By Nick Wadhams
September 15, 2017
Iran is “clearly in default” of expectations under its 2015 nuclear deal, U.S. Secretary of State Rex Tillerson said, highlighting a rift with European allies and signaling the Trump administration may rule next month that the country isn’t complying with the accord.
Tillerson said the U.S. still hasn’t made a decision about Iran’s compliance with the Joint Comprehensive Plan of Action, as it’s required to do every 90 days. While international inspectors have found Iran is meeting requirements to limit its nuclear program, Tillerson said Thursday in London that it’s violating aspirational language in the deal’s preface about regional peace and security. He cited its ballistic-missile program and its support for Syria’s President Bashar al-Assad.

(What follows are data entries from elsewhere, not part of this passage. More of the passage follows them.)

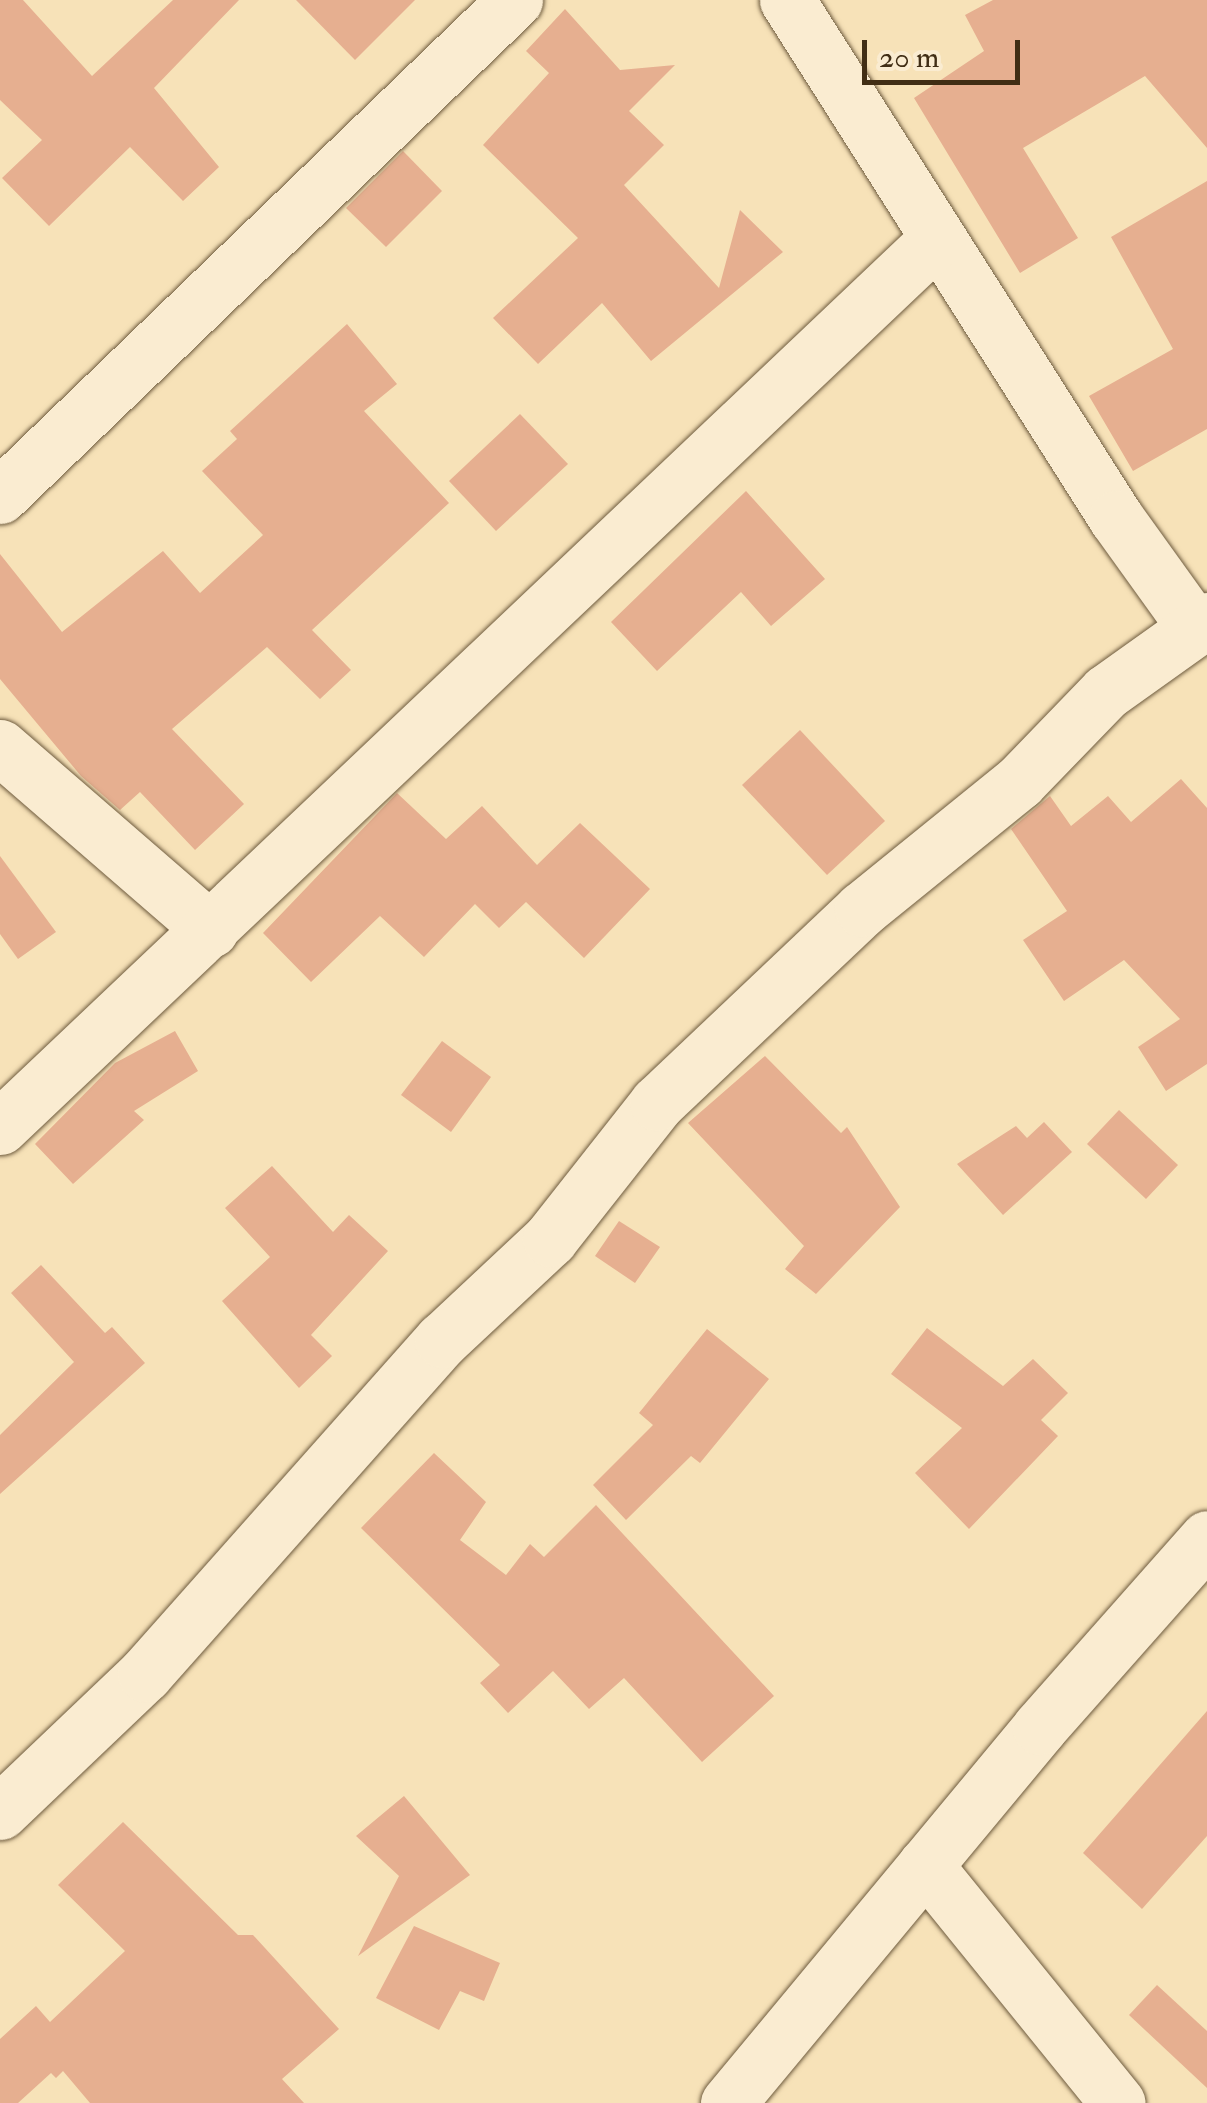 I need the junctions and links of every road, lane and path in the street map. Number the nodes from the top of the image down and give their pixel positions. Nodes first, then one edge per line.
1 (515, 0) edge
2 (788, 0) edge
3 (938, 238) junction
4 (0, 496) edge
5 (1201, 624) edge
6 (0, 747) edge
7 (211, 930) junction
8 (0, 1127) edge
9 (1207, 1538) edge
10 (0, 1812) edge
11 (925, 1864) junction
12 (728, 2103) edge
13 (1118, 2103) edge

1 - 4 street
2 - 3 street
3 - 5 street
3 - 7 street
5 - 10 street
6 - 7 street
7 - 8 street
9 - 11 street
11 - 12 street
11 - 13 street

“In our view, Iran is clearly in default of these expectations of the JCPOA,” Tillerson said at a briefing alongside British Foreign Secretary Boris Johnson. Iran’s actions are “threatening the security of those in the region as well as the United States itself,” he said.
The remarks drew a swift response from Johnson, who has said repeatedly that the deal is working and must be adhered to. He said the current effort to rein in North Korea’s nuclear program showed the need for agreements like the 2015 Iran deal.

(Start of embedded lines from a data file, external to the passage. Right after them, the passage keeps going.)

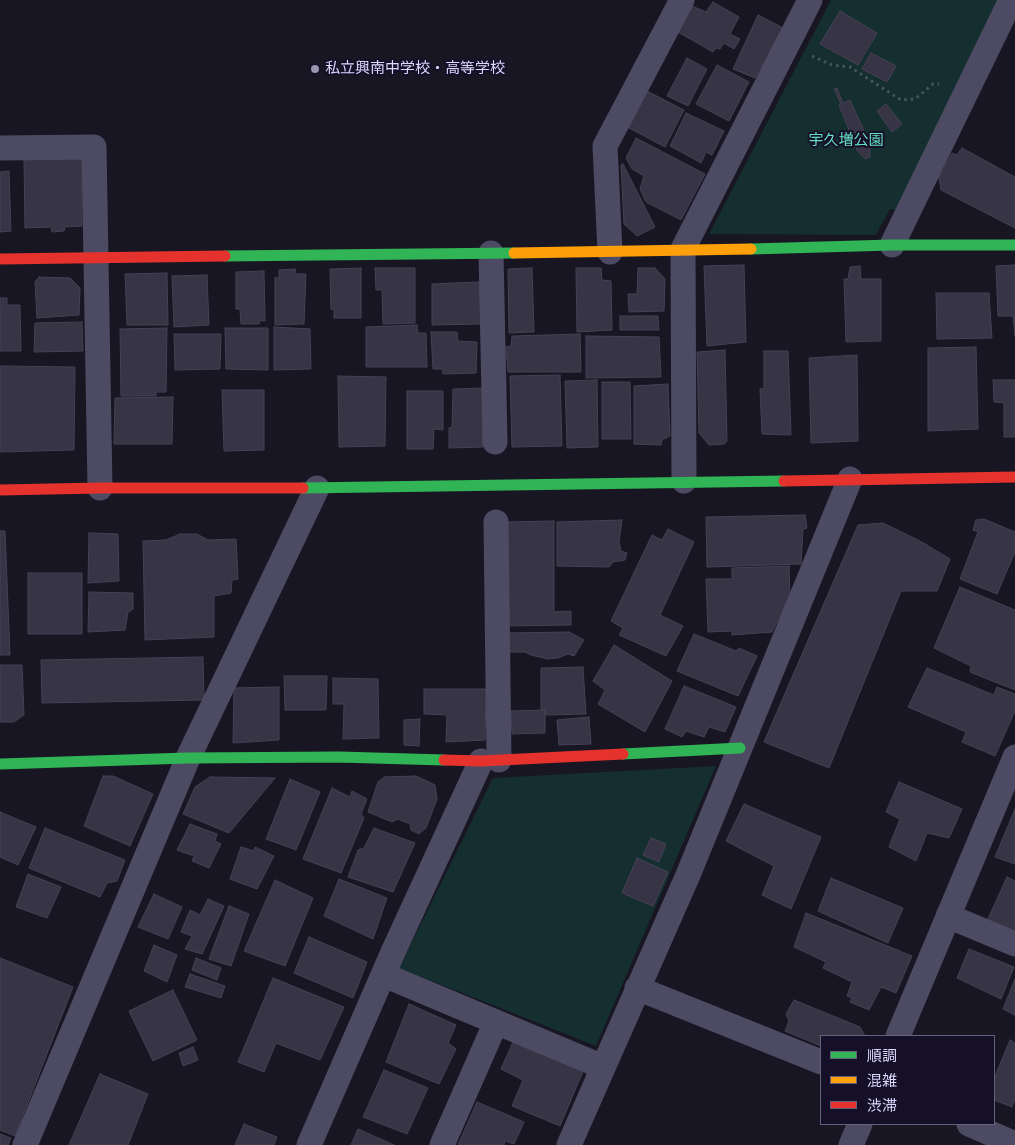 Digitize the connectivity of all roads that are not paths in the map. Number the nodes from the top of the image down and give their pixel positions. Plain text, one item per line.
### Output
1 (682, 0) edge
2 (810, 0) edge
3 (1011, 0) edge
4 (0, 148) edge
5 (1015, 245) edge
6 (892, 246) junction
7 (683, 249) junction
8 (610, 252) junction
9 (491, 253) junction
10 (96, 258) junction
11 (0, 259) edge
12 (495, 442) dead end
13 (1015, 477) edge
14 (850, 479) junction
15 (684, 481) junction
16 (100, 488) junction
17 (317, 488) junction
18 (0, 490) edge
19 (496, 522) dead end
20 (740, 748) junction
21 (1015, 757) edge
22 (188, 758) junction
23 (490, 760) junction
24 (0, 764) edge
25 (948, 916) junction
26 (1015, 944) edge
27 (384, 975) junction
28 (638, 988) junction
29 (496, 1022) junction
30 (898, 1035) edge
31 (820, 1062) edge
32 (603, 1067) junction
33 (860, 1125) edge
34 (971, 1125) edge
35 (1015, 1144) edge
36 (25, 1145) edge
37 (309, 1145) edge
38 (442, 1145) edge
39 (569, 1145) edge
40 (851, 1145) edge

1 - 8 street
2 - 7 street
3 - 6 street
4 - 10 street
5 - 6 street
6 - 7 street
7 - 8 street
7 - 15 street
8 - 9 street
9 - 10 street
9 - 12 street
10 - 11 street
10 - 16 street
13 - 14 street
14 - 15 street
14 - 20 street
15 - 17 street
16 - 17 street
16 - 18 street
17 - 22 street
19 - 23 street
20 - 23 street
20 - 28 street
21 - 25 street
22 - 23 street
22 - 24 street
22 - 36 street
23 - 27 street
25 - 26 street
25 - 30 street
27 - 29 street
27 - 37 street
28 - 31 street
28 - 32 street
29 - 32 street
29 - 38 street
32 - 39 street
33 - 40 street
34 - 35 street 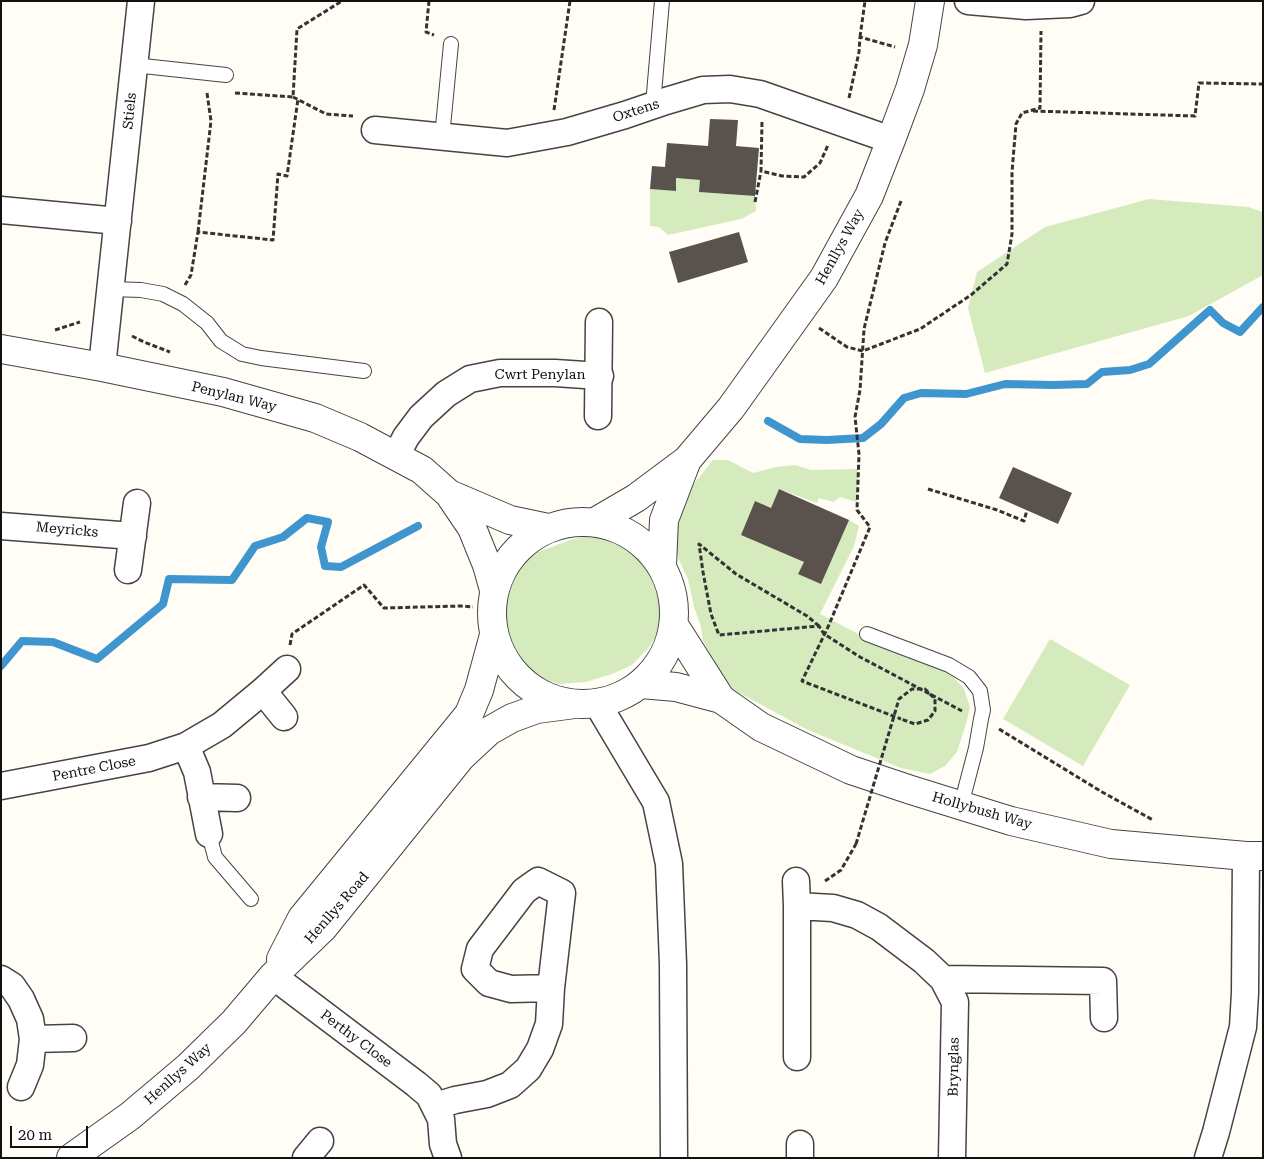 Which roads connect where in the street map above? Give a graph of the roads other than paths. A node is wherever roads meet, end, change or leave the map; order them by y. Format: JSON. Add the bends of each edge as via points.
{"nodes":[{"id":1,"x":141,"y":1,"type":"edge"},
{"id":2,"x":662,"y":1,"type":"edge"},
{"id":3,"x":930,"y":1,"type":"edge"},
{"id":4,"x":968,"y":1,"type":"edge"},
{"id":5,"x":1081,"y":1,"type":"edge"},
{"id":6,"x":451,"y":44,"type":"road end"},
{"id":7,"x":134,"y":65,"type":"junction"},
{"id":8,"x":226,"y":75,"type":"dead end"},
{"id":9,"x":653,"y":105,"type":"junction"},
{"id":10,"x":367,"y":123,"type":"road end"},
{"id":11,"x":442,"y":137,"type":"junction"},
{"id":12,"x":891,"y":140,"type":"junction"},
{"id":13,"x":1,"y":210,"type":"edge"},
{"id":14,"x":118,"y":221,"type":"junction"},
{"id":15,"x":110,"y":289,"type":"junction"},
{"id":16,"x":599,"y":322,"type":"dead end"},
{"id":17,"x":1,"y":349,"type":"edge"},
{"id":18,"x":102,"y":367,"type":"junction"},
{"id":19,"x":364,"y":371,"type":"dead end"},
{"id":20,"x":600,"y":376,"type":"junction"},
{"id":21,"x":598,"y":416,"type":"dead end"},
{"id":22,"x":396,"y":456,"type":"junction"},
{"id":23,"x":688,"y":460,"type":"junction"},
{"id":24,"x":449,"y":494,"type":"junction"},
{"id":25,"x":137,"y":504,"type":"dead end"},
{"id":26,"x":595,"y":522,"type":"junction"},
{"id":27,"x":1,"y":526,"type":"edge"},
{"id":28,"x":548,"y":528,"type":"junction"},
{"id":29,"x":132,"y":536,"type":"junction"},
{"id":30,"x":662,"y":566,"type":"junction"},
{"id":31,"x":128,"y":570,"type":"dead end"},
{"id":32,"x":493,"y":612,"type":"junction"},
{"id":33,"x":674,"y":625,"type":"junction"},
{"id":34,"x":867,"y":634,"type":"dead end"},
{"id":35,"x":286,"y":669,"type":"road end"},
{"id":36,"x":641,"y":684,"type":"junction"},
{"id":37,"x":263,"y":691,"type":"junction"},
{"id":38,"x":722,"y":699,"type":"junction"},
{"id":39,"x":586,"y":704,"type":"junction"},
{"id":40,"x":284,"y":717,"type":"dead end"},
{"id":41,"x":186,"y":746,"type":"junction"},
{"id":42,"x":1,"y":786,"type":"edge"},
{"id":43,"x":201,"y":798,"type":"junction"},
{"id":44,"x":237,"y":798,"type":"dead end"},
{"id":45,"x":959,"y":805,"type":"junction"},
{"id":46,"x":209,"y":834,"type":"joint"},
{"id":47,"x":1254,"y":856,"type":"edge"},
{"id":48,"x":251,"y":899,"type":"dead end"},
{"id":49,"x":273,"y":976,"type":"junction"},
{"id":50,"x":1,"y":979,"type":"edge"},
{"id":51,"x":943,"y":979,"type":"junction"},
{"id":52,"x":551,"y":988,"type":"dead end"},
{"id":53,"x":1254,"y":993,"type":"edge"},
{"id":54,"x":1104,"y":1018,"type":"dead end"},
{"id":55,"x":72,"y":1038,"type":"dead end"},
{"id":56,"x":33,"y":1039,"type":"junction"},
{"id":57,"x":797,"y":1056,"type":"dead end"},
{"id":58,"x":21,"y":1087,"type":"dead end"},
{"id":59,"x":436,"y":1106,"type":"junction"},
{"id":60,"x":71,"y":1158,"type":"edge"},
{"id":61,"x":448,"y":1158,"type":"edge"},
{"id":62,"x":674,"y":1158,"type":"edge"},
{"id":63,"x":952,"y":1158,"type":"edge"},
{"id":64,"x":1208,"y":1158,"type":"edge"}],
"edges":[{"from":1,"to":7,"type":"street","name":"Stiels"},
{"from":2,"to":9,"type":"lane"},
{"from":3,"to":12,"type":"street","name":"Henllys Way","via":[[923,45]]},
{"from":4,"to":5,"type":"street","via":[[1026,6]]},
{"from":6,"to":11,"type":"lane"},
{"from":7,"to":8,"type":"lane"},
{"from":7,"to":14,"type":"street","name":"Stiels"},
{"from":9,"to":11,"type":"street","name":"Oxtens","via":[[567,132],[507,143]]},
{"from":9,"to":12,"type":"street","name":"Oxtens","via":[[703,90],[730,89],[760,94],[836,133]]},
{"from":10,"to":11,"type":"street","name":"Oxtens"},
{"from":12,"to":23,"type":"street","name":"Henllys Way","via":[[869,196],[824,278],[731,408]]},
{"from":13,"to":14,"type":"street"},
{"from":14,"to":15,"type":"street","name":"Stiels"},
{"from":15,"to":18,"type":"street","name":"Stiels"},
{"from":15,"to":19,"type":"lane","via":[[163,294],[183,304],[207,323],[221,341],[242,354]]},
{"from":16,"to":20,"type":"street","name":"Cwrt Penylan"},
{"from":17,"to":18,"type":"street","name":"Penylan Way"},
{"from":18,"to":22,"type":"street","name":"Penylan Way","via":[[223,392],[315,418]]},
{"from":20,"to":21,"type":"street","name":"Cwrt Penylan"},
{"from":20,"to":22,"type":"street","name":"Cwrt Penylan","via":[[500,373],[470,378],[421,417]]},
{"from":22,"to":24,"type":"street","name":"Penylan Way","via":[[422,470]]},
{"from":23,"to":26,"type":"street","via":[[636,498]]},
{"from":23,"to":30,"type":"street","via":[[664,520]]},
{"from":24,"to":28,"type":"street","name":"Penylan Way","via":[[510,520]]},
{"from":24,"to":32,"type":"street","name":"Penylan Way","via":[[472,528],[487,565]]},
{"from":25,"to":29,"type":"street"},
{"from":26,"to":28,"type":"street"},
{"from":26,"to":30,"type":"street","via":[[615,527],[633,537]]},
{"from":27,"to":29,"type":"street","name":"Meyricks"},
{"from":28,"to":32,"type":"street","name":"Henllys Road","via":[[533,536],[508,560],[500,574]]},
{"from":29,"to":31,"type":"street"},
{"from":30,"to":33,"type":"street","name":"Henllys Road","via":[[673,594]]},
{"from":32,"to":39,"type":"street","name":"Penylan Way","via":[[502,656],[515,675],[532,689],[553,699]]},
{"from":32,"to":49,"type":"street","name":"Henllys Road","via":[[479,690],[469,714],[302,918]]},
{"from":33,"to":36,"type":"street","name":"Henllys Road","via":[[668,647],[657,667]]},
{"from":33,"to":38,"type":"street","name":"Hollybush Way"},
{"from":34,"to":45,"type":"lane","via":[[949,665],[969,677],[980,691],[983,710],[976,748]]},
{"from":35,"to":37,"type":"street","name":"Pentre Close"},
{"from":36,"to":38,"type":"street","name":"Hollybush Way","via":[[676,686]]},
{"from":36,"to":39,"type":"street","name":"Henllys Road","via":[[613,700]]},
{"from":37,"to":40,"type":"street"},
{"from":37,"to":41,"type":"street","name":"Pentre Close","via":[[222,725]]},
{"from":38,"to":45,"type":"street","name":"Hollybush Way","via":[[761,728],[852,770]]},
{"from":39,"to":49,"type":"street","name":"Henllys Road","via":[[537,708],[489,731],[461,756],[323,928]]},
{"from":39,"to":62,"type":"street","via":[[656,802],[669,864]]},
{"from":41,"to":42,"type":"street","name":"Pentre Close","via":[[150,758]]},
{"from":41,"to":43,"type":"street","via":[[197,772]]},
{"from":43,"to":44,"type":"street"},
{"from":43,"to":46,"type":"street"},
{"from":45,"to":47,"type":"street","name":"Hollybush Way","via":[[1012,822],[1111,844]]},
{"from":46,"to":48,"type":"lane","via":[[215,857]]},
{"from":47,"to":53,"type":"street"},
{"from":49,"to":59,"type":"street","name":"Perthy Close","via":[[416,1084]]},
{"from":49,"to":60,"type":"street","name":"Henllys Way","via":[[234,1022],[188,1067],[130,1116]]},
{"from":50,"to":56,"type":"street","via":[[12,986],[21,999],[30,1019]]},
{"from":51,"to":54,"type":"street","via":[[1103,981]]},
{"from":51,"to":57,"type":"street","name":"Brynglas","via":[[924,960],[879,927],[857,915],[797,894]]},
{"from":51,"to":63,"type":"street","name":"Brynglas","via":[[955,1002]]},
{"from":52,"to":59,"type":"street","via":[[549,1024],[540,1050],[528,1069],[510,1085]]},
{"from":53,"to":64,"type":"street"},
{"from":55,"to":56,"type":"street"},
{"from":56,"to":58,"type":"street","via":[[30,1065]]},
{"from":59,"to":61,"type":"street","name":"Perthy Close"}]}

“We in the U.K. want to keep that alive, and that’s certainly a point that we’ve been making to Rex and others in the administration,” Johnson said.
Zarif Weighs In
Iran’s Foreign Minister Javad Zarif also weighed in, saying on Twitter, “The #JCPOA is not (re)negotiable. A ‘better’ deal is pure fantasy. About time for U.S. to stop spinning and begin complying, just like Iran.”
The U.S. still maintains numerous sanctions against Iran over its ballistic-missile program and as a state sponsor of terrorism. On Thursday, the U.S. Treasury Department imposed new restrictions on 11 people and entities for supporting Iranian actions, including cyberattacks against U.S. financial institutions.
“Treasury will continue to take strong actions to counter Iran’s provocations,” Treasury Secretary Steven Mnuchin said in a statement.
President Donald Trump has until Oct. 15 to tell Congress whether Iran is complying with the deal it reached with the U.S. and five other world powers. Tillerson and other administration officials have said the agreement is flawed because it doesn’t account for Iran’s other malign actions and because many of its restrictions on uranium enrichment and missile technology expire in the years to come.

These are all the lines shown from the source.